* PROBLEM TO SOLVE *
Below are the records; copy out every line that holds the word "Στροφυλίου".

++++ DATA FOR THIS EXERCISE

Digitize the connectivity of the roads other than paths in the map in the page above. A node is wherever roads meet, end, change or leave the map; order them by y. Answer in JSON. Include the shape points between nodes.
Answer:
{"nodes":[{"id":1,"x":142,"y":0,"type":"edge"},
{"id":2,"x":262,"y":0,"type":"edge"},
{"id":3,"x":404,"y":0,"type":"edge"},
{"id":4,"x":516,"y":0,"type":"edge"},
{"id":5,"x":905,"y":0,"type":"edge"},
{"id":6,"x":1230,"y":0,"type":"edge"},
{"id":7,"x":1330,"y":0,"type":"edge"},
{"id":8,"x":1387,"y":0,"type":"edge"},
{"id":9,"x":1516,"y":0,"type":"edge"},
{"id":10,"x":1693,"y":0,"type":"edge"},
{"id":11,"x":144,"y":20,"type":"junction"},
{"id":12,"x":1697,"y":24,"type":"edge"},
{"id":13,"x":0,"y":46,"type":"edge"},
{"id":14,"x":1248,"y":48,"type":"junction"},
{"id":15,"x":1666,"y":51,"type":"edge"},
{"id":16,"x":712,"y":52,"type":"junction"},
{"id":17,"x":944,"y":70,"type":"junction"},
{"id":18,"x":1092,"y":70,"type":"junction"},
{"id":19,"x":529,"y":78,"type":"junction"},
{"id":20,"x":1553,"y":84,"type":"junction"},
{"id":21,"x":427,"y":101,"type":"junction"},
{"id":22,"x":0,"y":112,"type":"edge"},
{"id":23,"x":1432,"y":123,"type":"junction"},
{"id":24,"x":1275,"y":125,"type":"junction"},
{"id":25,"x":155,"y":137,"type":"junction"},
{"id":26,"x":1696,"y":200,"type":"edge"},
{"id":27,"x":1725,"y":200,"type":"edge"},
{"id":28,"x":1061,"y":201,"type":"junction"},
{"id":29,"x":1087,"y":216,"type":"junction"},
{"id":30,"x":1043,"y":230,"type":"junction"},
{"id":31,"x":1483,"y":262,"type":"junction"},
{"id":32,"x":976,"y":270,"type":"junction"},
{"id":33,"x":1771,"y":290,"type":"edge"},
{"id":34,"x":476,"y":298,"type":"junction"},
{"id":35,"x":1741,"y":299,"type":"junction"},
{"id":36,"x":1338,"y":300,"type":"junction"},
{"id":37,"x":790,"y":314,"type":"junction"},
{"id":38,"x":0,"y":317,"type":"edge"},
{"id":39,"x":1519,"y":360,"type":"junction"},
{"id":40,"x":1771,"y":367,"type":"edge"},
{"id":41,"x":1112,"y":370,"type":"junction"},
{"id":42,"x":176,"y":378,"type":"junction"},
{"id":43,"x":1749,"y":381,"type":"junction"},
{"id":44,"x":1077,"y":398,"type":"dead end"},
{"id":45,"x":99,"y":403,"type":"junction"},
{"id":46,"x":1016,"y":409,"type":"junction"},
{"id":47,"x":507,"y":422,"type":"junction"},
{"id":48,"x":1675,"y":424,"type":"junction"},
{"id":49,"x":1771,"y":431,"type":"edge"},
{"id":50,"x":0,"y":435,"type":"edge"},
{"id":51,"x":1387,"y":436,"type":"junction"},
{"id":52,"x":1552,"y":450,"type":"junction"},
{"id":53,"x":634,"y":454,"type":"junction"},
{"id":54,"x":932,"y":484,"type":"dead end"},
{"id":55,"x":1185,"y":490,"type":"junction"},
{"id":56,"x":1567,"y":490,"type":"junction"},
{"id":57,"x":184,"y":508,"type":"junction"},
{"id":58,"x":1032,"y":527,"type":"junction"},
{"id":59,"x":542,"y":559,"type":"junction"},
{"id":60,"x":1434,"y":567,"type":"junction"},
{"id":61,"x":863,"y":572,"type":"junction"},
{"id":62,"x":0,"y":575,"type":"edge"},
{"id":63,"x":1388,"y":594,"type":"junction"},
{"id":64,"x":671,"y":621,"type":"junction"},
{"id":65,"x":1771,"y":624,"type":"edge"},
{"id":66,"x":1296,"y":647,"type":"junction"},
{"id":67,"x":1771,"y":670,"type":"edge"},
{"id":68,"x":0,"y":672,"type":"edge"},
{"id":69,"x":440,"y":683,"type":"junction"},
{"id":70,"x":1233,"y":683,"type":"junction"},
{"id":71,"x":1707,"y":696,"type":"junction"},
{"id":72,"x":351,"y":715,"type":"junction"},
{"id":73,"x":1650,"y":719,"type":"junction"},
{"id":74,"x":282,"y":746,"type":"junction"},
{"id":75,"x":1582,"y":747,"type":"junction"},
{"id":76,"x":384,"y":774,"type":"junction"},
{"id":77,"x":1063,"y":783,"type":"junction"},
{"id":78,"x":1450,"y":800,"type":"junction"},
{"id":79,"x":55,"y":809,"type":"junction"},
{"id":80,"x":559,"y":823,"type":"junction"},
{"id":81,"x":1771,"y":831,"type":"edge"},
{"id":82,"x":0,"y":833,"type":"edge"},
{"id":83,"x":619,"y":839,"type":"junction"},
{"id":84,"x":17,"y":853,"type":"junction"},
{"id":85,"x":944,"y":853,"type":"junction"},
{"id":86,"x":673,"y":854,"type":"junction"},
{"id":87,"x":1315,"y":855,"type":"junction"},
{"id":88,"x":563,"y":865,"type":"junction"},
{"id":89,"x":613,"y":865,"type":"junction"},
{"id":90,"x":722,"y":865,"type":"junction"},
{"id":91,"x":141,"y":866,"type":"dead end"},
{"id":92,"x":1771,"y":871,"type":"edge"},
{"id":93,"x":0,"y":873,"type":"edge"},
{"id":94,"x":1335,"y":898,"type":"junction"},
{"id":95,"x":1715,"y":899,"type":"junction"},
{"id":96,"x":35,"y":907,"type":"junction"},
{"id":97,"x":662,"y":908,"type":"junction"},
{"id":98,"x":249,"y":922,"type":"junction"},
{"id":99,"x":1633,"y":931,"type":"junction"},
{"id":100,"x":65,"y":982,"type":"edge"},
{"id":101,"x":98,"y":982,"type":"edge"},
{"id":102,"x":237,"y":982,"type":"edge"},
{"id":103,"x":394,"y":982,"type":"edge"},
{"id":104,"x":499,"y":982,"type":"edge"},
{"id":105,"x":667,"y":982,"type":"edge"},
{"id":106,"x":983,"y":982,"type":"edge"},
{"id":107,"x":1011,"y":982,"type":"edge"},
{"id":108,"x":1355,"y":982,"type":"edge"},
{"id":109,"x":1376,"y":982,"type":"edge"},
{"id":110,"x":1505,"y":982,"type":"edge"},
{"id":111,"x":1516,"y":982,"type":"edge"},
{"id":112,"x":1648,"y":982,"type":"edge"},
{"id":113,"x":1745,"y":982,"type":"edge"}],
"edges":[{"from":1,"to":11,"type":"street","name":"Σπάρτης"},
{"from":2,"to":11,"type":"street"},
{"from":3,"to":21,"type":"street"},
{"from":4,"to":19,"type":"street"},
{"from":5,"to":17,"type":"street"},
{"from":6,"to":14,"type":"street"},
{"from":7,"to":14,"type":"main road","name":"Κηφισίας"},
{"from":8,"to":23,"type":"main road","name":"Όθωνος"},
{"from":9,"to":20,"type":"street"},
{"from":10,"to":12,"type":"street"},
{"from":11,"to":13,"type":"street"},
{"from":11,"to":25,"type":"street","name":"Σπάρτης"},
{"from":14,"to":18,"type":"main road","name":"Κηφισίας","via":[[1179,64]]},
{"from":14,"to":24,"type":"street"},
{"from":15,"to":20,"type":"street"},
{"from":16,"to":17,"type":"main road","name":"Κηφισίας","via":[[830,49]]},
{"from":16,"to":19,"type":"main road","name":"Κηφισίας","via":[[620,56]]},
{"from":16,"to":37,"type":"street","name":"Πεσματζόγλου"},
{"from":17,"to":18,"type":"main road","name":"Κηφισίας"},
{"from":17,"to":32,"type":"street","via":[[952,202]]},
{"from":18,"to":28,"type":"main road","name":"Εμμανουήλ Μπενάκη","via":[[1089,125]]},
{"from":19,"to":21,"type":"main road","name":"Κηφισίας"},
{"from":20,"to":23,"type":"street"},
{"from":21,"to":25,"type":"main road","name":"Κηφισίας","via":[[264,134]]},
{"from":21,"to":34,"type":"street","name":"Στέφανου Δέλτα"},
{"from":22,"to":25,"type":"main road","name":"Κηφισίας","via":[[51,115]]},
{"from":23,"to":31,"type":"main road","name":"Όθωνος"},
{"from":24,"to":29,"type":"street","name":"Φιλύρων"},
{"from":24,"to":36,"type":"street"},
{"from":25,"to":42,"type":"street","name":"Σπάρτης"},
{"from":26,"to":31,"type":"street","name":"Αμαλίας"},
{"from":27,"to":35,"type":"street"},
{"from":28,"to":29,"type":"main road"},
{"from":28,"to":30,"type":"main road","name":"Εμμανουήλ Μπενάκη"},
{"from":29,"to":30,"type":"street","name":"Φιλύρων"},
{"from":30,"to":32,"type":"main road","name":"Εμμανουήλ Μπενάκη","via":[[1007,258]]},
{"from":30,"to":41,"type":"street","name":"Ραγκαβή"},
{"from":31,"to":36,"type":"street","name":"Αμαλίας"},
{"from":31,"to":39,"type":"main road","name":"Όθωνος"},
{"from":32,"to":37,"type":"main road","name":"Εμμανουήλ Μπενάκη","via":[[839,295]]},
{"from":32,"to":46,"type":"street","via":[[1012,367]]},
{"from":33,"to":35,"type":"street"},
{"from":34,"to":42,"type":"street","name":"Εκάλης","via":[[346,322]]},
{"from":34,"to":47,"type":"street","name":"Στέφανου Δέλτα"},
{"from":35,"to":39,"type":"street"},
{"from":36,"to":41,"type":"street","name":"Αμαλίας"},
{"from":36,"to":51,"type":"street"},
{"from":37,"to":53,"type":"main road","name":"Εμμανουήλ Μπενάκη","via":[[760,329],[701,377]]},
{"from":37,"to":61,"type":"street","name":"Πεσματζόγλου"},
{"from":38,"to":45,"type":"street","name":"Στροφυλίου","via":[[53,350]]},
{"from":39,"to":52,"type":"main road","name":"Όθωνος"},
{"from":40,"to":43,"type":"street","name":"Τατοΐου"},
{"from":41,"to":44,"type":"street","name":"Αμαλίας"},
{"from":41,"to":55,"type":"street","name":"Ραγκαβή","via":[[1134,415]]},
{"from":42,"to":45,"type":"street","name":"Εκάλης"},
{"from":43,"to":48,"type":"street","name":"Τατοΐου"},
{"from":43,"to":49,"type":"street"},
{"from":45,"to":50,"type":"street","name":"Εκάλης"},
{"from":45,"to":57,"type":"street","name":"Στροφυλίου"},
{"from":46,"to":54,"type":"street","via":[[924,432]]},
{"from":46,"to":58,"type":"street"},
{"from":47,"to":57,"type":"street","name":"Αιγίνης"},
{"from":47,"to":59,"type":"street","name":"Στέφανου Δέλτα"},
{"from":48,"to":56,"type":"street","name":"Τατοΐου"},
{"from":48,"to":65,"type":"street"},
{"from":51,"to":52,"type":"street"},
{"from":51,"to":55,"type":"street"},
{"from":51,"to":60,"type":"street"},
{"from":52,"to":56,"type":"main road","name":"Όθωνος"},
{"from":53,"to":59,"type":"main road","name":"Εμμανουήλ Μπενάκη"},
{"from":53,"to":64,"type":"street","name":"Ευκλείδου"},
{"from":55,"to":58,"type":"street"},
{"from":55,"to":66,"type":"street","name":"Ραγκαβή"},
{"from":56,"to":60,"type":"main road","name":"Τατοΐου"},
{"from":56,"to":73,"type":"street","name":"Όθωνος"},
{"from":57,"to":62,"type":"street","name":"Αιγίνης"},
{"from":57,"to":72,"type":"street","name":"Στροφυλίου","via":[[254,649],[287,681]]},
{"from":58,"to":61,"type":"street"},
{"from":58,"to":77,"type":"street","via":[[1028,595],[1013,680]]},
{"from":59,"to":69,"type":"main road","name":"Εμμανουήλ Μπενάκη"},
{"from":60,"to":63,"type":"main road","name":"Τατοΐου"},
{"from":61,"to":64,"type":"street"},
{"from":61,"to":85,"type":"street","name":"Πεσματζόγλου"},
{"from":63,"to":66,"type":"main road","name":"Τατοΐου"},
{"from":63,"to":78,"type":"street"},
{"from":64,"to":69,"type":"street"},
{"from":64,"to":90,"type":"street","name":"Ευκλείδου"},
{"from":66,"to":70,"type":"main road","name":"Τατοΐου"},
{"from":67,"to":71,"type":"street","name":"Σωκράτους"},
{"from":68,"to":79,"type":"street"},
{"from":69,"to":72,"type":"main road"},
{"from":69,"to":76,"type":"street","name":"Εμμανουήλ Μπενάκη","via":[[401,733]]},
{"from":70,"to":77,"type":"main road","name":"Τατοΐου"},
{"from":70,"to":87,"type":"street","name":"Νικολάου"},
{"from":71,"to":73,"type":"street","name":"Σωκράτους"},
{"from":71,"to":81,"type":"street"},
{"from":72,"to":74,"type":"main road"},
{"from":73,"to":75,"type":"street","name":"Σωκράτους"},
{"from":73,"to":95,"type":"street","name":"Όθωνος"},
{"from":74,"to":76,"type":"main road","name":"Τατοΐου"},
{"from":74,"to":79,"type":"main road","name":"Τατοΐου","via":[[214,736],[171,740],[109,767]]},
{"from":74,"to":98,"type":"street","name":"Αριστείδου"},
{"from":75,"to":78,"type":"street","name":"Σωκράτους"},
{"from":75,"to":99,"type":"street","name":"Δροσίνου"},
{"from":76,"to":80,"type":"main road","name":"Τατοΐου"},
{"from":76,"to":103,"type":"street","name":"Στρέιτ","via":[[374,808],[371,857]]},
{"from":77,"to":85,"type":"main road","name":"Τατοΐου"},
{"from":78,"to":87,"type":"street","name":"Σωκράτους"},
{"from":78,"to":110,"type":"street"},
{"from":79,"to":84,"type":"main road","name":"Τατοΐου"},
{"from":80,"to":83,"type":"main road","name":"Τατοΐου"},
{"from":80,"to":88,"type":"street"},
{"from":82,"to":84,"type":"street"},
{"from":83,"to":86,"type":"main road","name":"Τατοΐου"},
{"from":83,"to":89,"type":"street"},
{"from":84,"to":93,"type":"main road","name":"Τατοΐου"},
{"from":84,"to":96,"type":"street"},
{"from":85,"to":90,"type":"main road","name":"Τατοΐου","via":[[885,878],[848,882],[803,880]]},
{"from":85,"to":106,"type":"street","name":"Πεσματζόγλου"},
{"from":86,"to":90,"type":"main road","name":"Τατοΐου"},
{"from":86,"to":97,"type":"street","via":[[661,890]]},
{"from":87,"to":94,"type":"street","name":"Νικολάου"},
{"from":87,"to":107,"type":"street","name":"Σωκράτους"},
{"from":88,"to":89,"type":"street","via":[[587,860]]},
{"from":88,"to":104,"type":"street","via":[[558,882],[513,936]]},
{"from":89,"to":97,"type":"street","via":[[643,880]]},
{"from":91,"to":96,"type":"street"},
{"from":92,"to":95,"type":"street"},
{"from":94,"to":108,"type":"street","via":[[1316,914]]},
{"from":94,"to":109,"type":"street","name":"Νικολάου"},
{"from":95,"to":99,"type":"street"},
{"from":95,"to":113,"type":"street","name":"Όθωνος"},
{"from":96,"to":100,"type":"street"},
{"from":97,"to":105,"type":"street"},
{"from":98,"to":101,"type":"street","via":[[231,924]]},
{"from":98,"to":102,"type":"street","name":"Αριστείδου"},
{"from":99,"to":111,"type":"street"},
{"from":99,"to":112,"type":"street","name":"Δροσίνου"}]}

++++++++

* ANSWER SECTION *
{"from":38,"to":45,"type":"street","name":"Στροφυλίου","via":[[53,350]]},
{"from":45,"to":57,"type":"street","name":"Στροφυλίου"},
{"from":57,"to":72,"type":"street","name":"Στροφυλίου","via":[[254,649],[287,681]]},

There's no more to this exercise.